Although Graening isn’t a strong runner, he makes up for his running time with his bike time.

“I’m a strong biker, and this year I had a personal best with my time,” he said.

Graening’s overall bike time was 5:29.

“I would love to continue doing Ironmans,” he said; however, family commitments and work commitments are hard to plan around.

“The day before the race I checked my bike in at the bike center, and I did a swim in the water, and that was about it. I took it easy,” he said.

It’s seems unimportant, but Graening said it’s essential to be familiar with the area he will be racing in. Getting a feel for the lake before the race is always a good idea, and then he gets in a pre-race meal. “The day before I usually eat an omelette or chicken and rice,” he said.

Because Graening is constantly moving for over 12 hours, it’s important that he stays hydrated and puts nutrients in his body.

“During the race I use nutritional supplements — stuff like GU energy gels or Cliff Bars, this time I used a blended supplement throughout the race.”

The drink contained potassium, sodium, magnesium and other nutrients that helped him finish strong.

“I’m always nervous before the race. The swim start is always unnerving. When you’re swimming in a pool, you can always see the line on the bottom,” he said.

The Ironman begins in the early hours of the morning, so the water is very dark and murky. The swimming start is always hectic.

“You’re starting with 2,800 people, and everyone’s fighting for positions,” he said.

Graening said that it is extremely important during this time to stay calm. “Taking deep breaths is essential. Keeping your heart rate under control is essential. Once the race is going, I’m fine,” he said.

Even though the swim start is always a nail-biting time, before the start is always one of Graening’s favorites parts.

“I love the nervousness of it,” he said. “I love trying to make myself be calm and just stay relaxed. The anticipation and build up a week before the race is also something I struggle with. It’s probably the worst for me.”

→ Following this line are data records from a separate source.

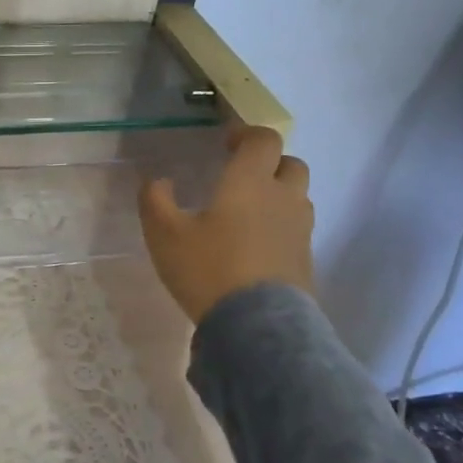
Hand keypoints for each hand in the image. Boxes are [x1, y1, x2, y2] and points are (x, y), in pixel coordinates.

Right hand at [138, 126, 313, 322]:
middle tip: (242, 177)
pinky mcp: (306, 261)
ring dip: (278, 195)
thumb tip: (159, 182)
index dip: (247, 135)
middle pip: (291, 164)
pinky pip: (297, 230)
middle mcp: (283, 199)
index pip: (264, 140)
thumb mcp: (164, 234)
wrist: (257, 327)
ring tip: (248, 212)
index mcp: (250, 182)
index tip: (227, 144)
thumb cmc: (208, 269)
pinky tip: (255, 246)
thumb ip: (156, 200)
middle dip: (269, 163)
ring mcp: (300, 231)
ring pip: (298, 198)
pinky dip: (280, 227)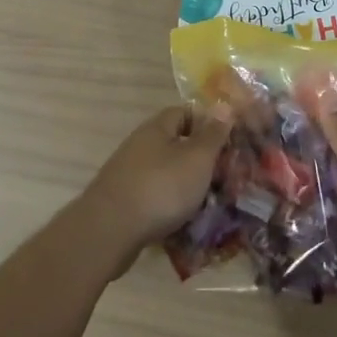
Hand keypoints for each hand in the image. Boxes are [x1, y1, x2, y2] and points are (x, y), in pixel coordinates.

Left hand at [84, 104, 233, 253]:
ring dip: (186, 186)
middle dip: (200, 160)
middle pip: (175, 144)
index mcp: (157, 128)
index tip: (227, 143)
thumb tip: (224, 105)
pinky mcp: (122, 201)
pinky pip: (154, 197)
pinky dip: (169, 206)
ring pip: (166, 173)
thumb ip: (213, 134)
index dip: (207, 124)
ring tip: (209, 204)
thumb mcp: (197, 158)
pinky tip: (183, 223)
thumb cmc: (161, 187)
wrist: (109, 232)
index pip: (185, 112)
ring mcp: (128, 174)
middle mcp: (140, 145)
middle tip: (223, 177)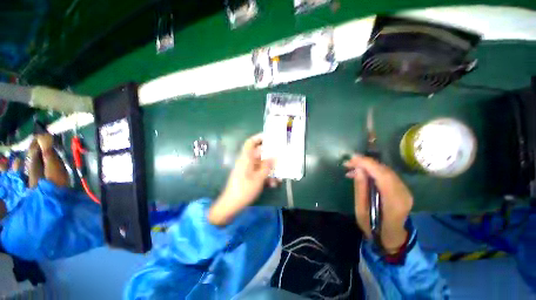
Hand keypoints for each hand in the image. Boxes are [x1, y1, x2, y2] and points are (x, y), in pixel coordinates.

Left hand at [208, 133, 276, 225]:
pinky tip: (273, 184)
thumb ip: (267, 166)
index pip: (250, 143)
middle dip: (270, 157)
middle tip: (281, 157)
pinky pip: (259, 173)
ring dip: (270, 170)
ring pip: (261, 165)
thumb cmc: (244, 190)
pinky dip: (266, 176)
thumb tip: (274, 157)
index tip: (270, 137)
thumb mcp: (259, 178)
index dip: (259, 138)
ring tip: (279, 177)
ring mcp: (247, 170)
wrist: (231, 205)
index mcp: (246, 158)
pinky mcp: (248, 177)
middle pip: (259, 154)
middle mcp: (246, 162)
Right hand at [344, 155, 412, 252]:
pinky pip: (387, 174)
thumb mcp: (361, 212)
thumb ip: (360, 190)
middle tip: (349, 162)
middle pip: (385, 170)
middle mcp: (403, 193)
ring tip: (352, 167)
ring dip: (368, 166)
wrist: (392, 237)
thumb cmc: (373, 227)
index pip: (382, 176)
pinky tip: (362, 172)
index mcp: (393, 202)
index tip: (352, 159)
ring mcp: (405, 190)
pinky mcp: (402, 189)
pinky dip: (373, 170)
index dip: (367, 164)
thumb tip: (358, 170)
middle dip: (366, 163)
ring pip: (386, 170)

During the race, however, Graening said it’s not hard to stay motivated. The adrenaline helps him stay motivated.

“There’s lots of people cheering you on and supporting you, and there’s lots of music playing,” he said.

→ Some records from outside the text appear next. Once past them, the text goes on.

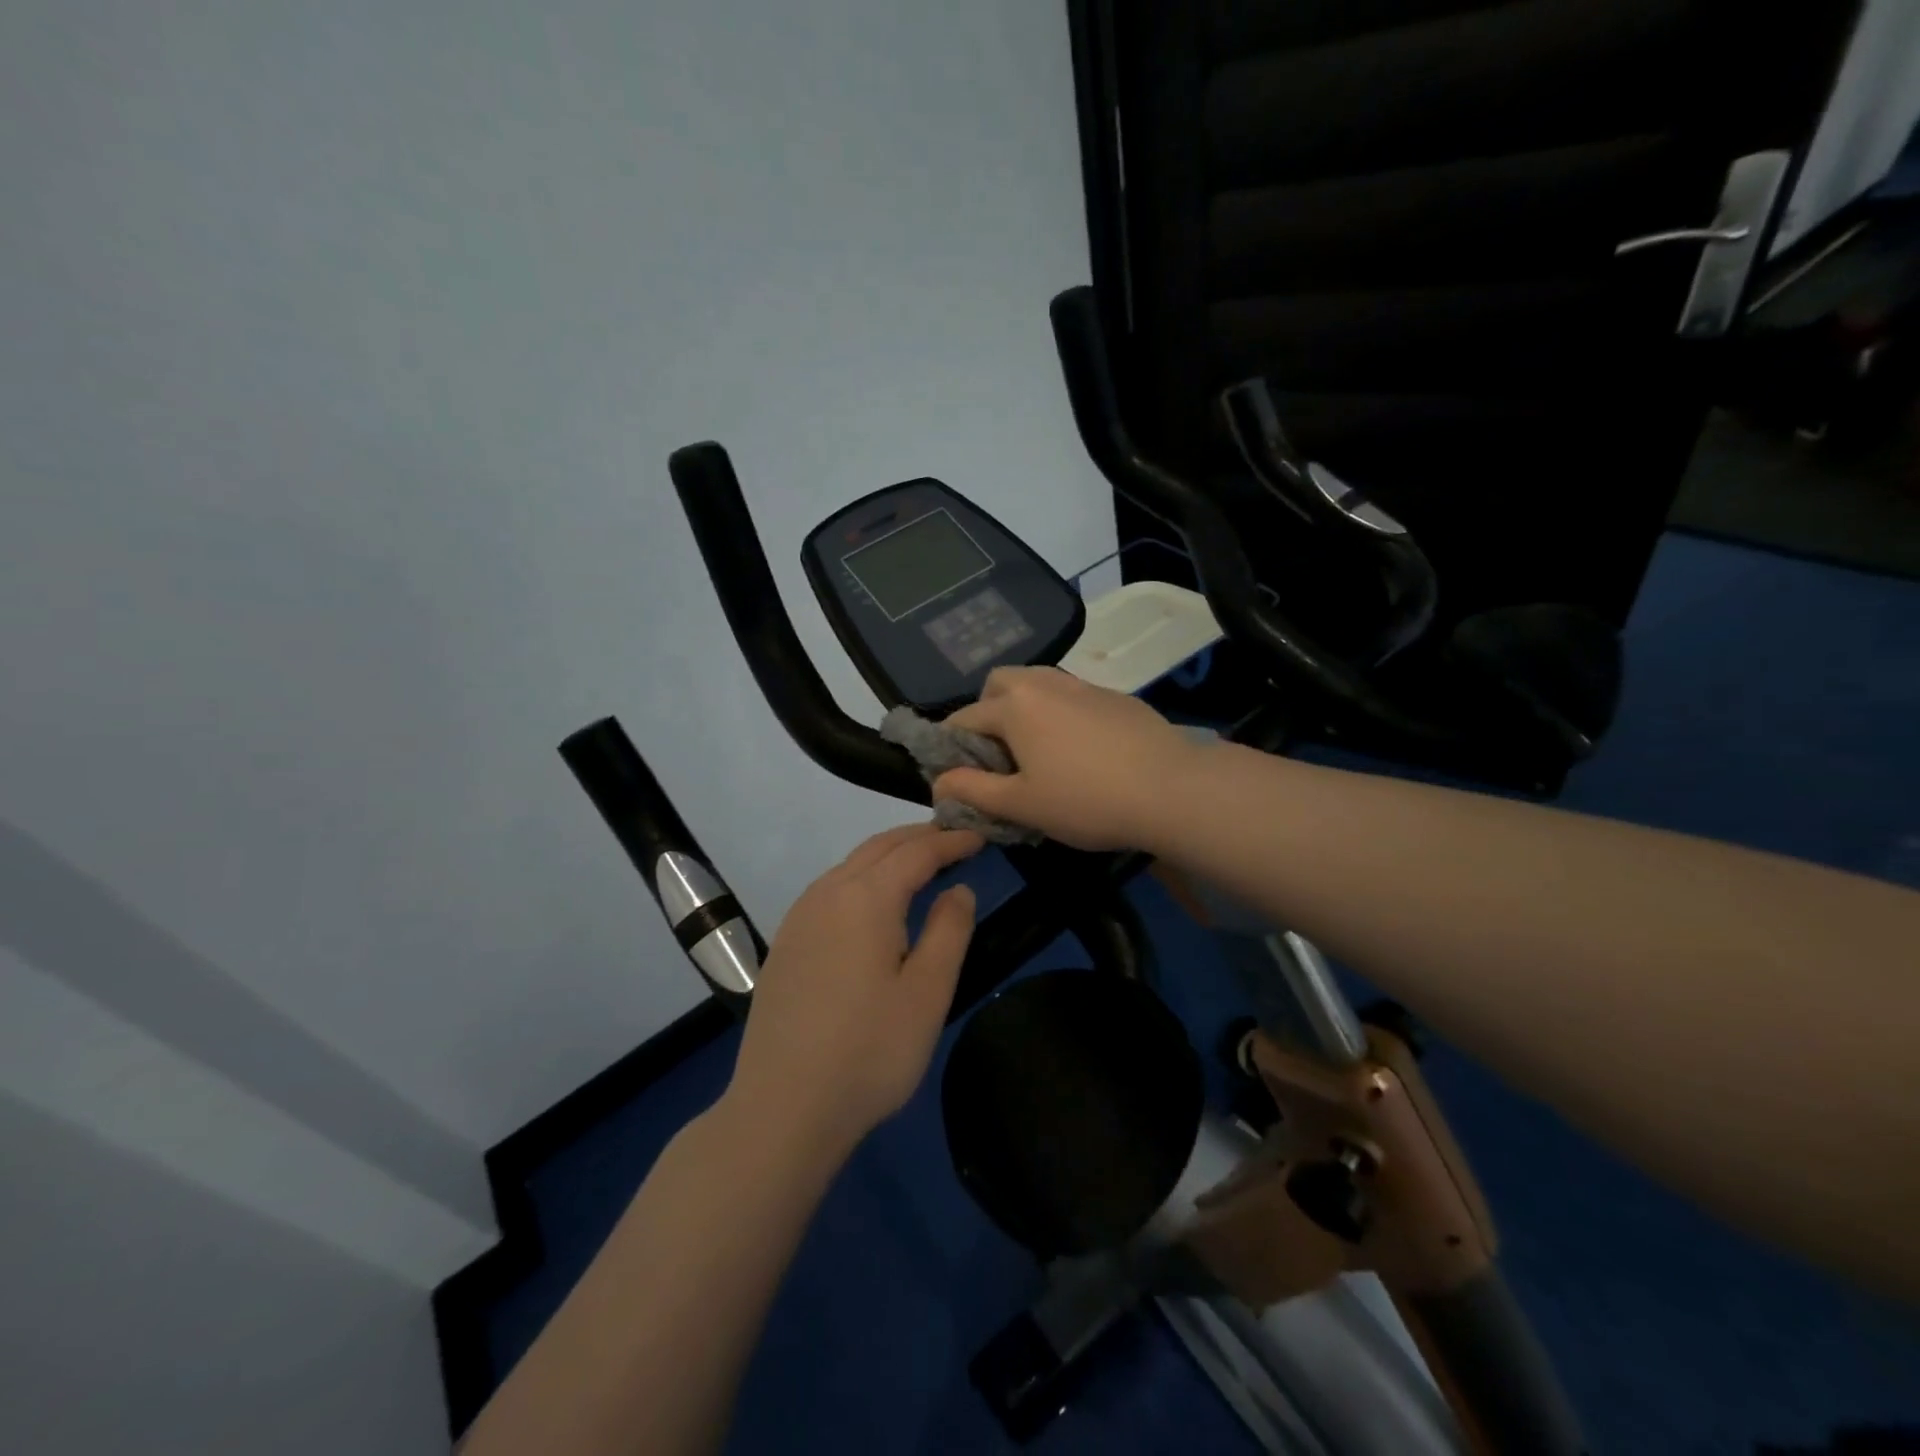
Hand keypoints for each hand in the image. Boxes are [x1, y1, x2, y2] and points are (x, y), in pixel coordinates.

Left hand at [728, 824, 983, 1154]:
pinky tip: (873, 902)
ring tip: (920, 864)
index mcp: (865, 898)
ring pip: (850, 865)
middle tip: (954, 839)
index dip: (950, 841)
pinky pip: (830, 889)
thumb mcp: (927, 993)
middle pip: (878, 848)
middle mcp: (827, 894)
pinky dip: (862, 877)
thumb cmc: (869, 1052)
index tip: (980, 837)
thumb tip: (958, 889)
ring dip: (888, 855)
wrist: (782, 1108)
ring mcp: (799, 918)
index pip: (916, 852)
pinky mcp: (786, 944)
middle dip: (919, 837)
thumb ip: (949, 931)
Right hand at [933, 667, 1204, 850]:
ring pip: (1036, 683)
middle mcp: (1043, 683)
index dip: (951, 749)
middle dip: (986, 712)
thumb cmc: (1086, 801)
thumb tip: (938, 783)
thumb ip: (973, 790)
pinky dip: (1058, 712)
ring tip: (1037, 750)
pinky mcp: (1113, 695)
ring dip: (1023, 708)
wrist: (1172, 789)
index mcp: (1014, 706)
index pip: (963, 719)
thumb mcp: (1021, 805)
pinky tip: (1079, 748)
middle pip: (998, 683)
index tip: (957, 776)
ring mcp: (1082, 685)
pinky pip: (1070, 694)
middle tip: (999, 756)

People watch all legs of the race — the swim, the bike and the run, so there’s someone cheering athletes on every step of the way till the finish line.

“I feel happy I finished, but there’s also a sense of a let down because you’ve trained for so long, and you want to get to it so bad. Once you’re done, you kind of just say, ‘Now what,’” he said. “Mentally you look at it and say, ‘Now what am I going to do.’”

Graening said these feelings usually go away after a day or so. “My final time was 12:21, which was exactly an hour better than it was my first time doing an Ironman.”

Graening has shed minutes off of his final time each time completing an Ironman. Not everyone will complete an ultimate endurance race, but Graening’s advice can be applied to people with any fitness goal.

“My advice to people that want to get into shape is to set goals and be disciplined,” he said.